Nenhum de seus biógrafos negaria que Ernest Hemingway (1899-196l) teve uma vida emocionante. Em grande medida, a morte que o levou pode ser considerada uma afronta ao conformismo e à ausência do sentido: o caçador caça a si mesmo. O Pulitzer e o Nobel, quase simultâneos, o engrandecem e o eternizam.
Durante a sua permanência em Paris, as inúmeras experiências intelectuais que viveu, na década de 1920, foram registradas em Paris É uma Festa (1964), que tem valor memorialístico e reúne observação, humor e análise da vida cotidiana e boêmia de uma cidade que, à época, já era “o mundo das fronteiras”: todos sonhadores estavam lá.
Além de romances, reportagens, roteiros e uma peça de teatro, escreveu cerca de 70 contos, incluídos na soma alguns capítulos de livros inacabados. (De vez em quando, é localizado um texto inédito, que não o diminui.) Nesse conjunto de narrativas, é difícil apontar uma que seja considerada insatisfatória, embora Gertrude Stein (1874-1946) tenha empregado o vocábulo inaccrochable quando fez comentários sobre um conto para o qual ele lhe havia pedido a sua opinião, escrito em 1938, com o título “Lá no Michigan”. Tive o prazer de reler esse conto há algum tempo e reencontrei em suas linhas o mesmo sabor esplêndido de quando o li pela primeira vez.

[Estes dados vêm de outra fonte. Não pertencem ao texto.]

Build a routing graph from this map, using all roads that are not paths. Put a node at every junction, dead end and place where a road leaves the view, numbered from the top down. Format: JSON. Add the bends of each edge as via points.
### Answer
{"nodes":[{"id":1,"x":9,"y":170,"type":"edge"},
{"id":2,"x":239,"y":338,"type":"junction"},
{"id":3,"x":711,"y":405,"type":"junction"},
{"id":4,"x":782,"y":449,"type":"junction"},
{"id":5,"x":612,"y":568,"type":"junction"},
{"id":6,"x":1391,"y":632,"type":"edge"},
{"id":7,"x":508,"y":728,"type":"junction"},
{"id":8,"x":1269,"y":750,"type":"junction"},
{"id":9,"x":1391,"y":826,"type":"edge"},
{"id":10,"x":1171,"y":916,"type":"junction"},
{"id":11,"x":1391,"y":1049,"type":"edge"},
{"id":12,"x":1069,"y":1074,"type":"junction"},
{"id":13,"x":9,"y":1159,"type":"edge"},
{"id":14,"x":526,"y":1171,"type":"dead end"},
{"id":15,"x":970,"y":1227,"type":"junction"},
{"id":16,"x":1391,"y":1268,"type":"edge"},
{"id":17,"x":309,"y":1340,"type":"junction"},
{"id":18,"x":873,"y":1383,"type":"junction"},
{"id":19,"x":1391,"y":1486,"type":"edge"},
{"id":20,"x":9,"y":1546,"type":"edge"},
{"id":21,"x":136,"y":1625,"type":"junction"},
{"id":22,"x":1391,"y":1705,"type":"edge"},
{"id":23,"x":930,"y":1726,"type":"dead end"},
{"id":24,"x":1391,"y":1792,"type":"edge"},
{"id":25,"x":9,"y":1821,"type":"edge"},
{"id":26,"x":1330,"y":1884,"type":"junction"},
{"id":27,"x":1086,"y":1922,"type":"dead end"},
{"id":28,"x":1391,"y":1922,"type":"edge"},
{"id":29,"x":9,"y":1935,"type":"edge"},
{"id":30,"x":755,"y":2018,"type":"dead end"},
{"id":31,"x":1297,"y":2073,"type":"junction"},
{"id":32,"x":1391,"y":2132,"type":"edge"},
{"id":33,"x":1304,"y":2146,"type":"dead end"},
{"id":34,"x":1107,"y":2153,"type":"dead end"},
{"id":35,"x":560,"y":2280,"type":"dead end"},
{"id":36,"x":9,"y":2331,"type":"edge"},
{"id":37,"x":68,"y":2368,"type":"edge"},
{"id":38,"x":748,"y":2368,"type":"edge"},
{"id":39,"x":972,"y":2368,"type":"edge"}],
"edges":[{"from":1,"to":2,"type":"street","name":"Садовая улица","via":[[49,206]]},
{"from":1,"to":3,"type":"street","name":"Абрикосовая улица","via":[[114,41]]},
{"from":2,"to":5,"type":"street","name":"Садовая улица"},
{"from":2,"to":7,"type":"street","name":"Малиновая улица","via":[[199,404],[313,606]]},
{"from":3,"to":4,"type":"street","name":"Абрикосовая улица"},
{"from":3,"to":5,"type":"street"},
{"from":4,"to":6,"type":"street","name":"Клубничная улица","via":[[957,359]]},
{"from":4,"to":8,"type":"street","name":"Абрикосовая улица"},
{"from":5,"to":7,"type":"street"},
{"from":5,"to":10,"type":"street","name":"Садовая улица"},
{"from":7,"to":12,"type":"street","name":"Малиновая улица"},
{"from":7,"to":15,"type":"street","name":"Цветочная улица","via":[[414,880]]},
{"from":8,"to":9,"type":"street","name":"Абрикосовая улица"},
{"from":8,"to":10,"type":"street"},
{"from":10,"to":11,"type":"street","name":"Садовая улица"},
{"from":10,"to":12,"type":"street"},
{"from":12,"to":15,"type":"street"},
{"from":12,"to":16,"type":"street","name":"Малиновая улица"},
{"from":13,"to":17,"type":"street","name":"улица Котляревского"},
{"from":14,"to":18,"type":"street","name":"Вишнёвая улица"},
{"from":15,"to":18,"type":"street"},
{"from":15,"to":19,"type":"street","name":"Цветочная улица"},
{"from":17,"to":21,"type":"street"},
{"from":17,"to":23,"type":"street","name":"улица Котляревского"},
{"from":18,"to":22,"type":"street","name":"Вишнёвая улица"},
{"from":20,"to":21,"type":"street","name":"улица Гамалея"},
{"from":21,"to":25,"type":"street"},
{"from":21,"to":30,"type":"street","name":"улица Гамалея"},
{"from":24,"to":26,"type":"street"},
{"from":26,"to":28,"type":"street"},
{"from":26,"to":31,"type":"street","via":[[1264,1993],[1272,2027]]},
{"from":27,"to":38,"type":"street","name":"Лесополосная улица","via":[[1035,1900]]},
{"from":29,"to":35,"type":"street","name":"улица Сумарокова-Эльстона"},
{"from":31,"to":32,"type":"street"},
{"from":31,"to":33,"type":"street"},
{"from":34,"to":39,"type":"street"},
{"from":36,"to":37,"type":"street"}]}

Nessa curta narrativa, a paixão e o desejo da empregada Liz Coates pelo ferreiro Jim Gilmore – que tinha interesse dissimulado por ela – encontram no final da história a sedução ambígua, entre a vontade e a força, a prostração do animal saciado e, surpreendentemente, uma inesperada ternura.
A realização pessoal — que todo escritor almeja — não se deve apenas à ótima técnica que utilizou na materialização de cenários e personagens, apoiada em diálogos que causam inveja a qualquer roteirista pela fluência e coloquialidade — deve-se principalmente àquilo que a sua escritura tem de mais crucial: o substrato autobiográfico (personificado nas aventuras de seu alter ego Nick Adams), a capacidade rara de extrair de situações aparentemente triviais uma história comovente e com lastro documental.
Essa vitalidade narrativa tem suporte talvez no que se convencionou classificar de “estilo duro” (style touch). Em seu Histoire du Roman Américan, editado em 1976 pela Gallimard, Marc Saporta destaca alguns princípios que orientam a literatura de Hemingway: a preferência pela ação das personagens no lugar do tratamento psicologizante, a utilização de palavras precisas, a repetição que amplia o ambiente ao mesmo tempo em que colore o ritmo da frase, enfim, uma variedade de locais e climas nos quais os episódios são encerrados. Por mais convincentes que sejam, essas caracterizações – excessivamente genéricas – podem ser também repertoriadas em muitos outros autores.
Tantas vezes reconhecido como um diferencial em sua literatura, esse estilo vigoroso, que realça ideias e descarta o inútil, não pode certamente ser desvinculado das opções que fez na sua trajetória de homem e escritor. Como muitos outros, Hemingway não separou a vida da literatura. É assim que, na sua vivência europeia, participou dos três principais confrontos de sua época (as duas grandes guerras e a Guerra Civil Espanhola), transferindo-se, já perto de se matar, para Cuba, onde encontrou tranquilidade para escrever mais uma obra-prima. Pensando obliquamente, Santiago, a personagem de O Velho e o Mar, parece condensar, como em uma colagem, vários dos tipos humanos que o autor moldou. A ficção é o simulacro da realidade, já nos ensinava Roland Barthes.
Graças a essa disposição errática, legou-nos histórias inesquecíveis sobre conflitos e indivíduos rudes, ingênuos e violentos. A tensão da guerra, o embate ideológico, a corrida de cavalos, a caça, a vadiagem, os gângsteres, a tourada, a pesca de trutas, o mar e as intempéries — ele abordou todos estes e muitos outros assuntos com tanta propriedade que, às vezes, na delicadeza e na brutalidade de suas histórias curtas, esquecemo-nos de seus outros livros, que não deixam de nos revelar a sua imensidão.
Guardada para sempre em nossa memória de leitores, essa série de contos está impregnada de uma sabedoria que nos serve de baluarte até hoje: talvez a literatura seja mais próxima de nossa alma e mais verdadeira quando eivada de paixão, conhecimento, destemor, naturalidade… Ao recusar o fácil e o banal, além de arriscar-se na História do seu tempo, Hemingway mostrou-nos, na vida e na literatura, uma direção que, nestes tempos ímpios, não deve ser menosprezada.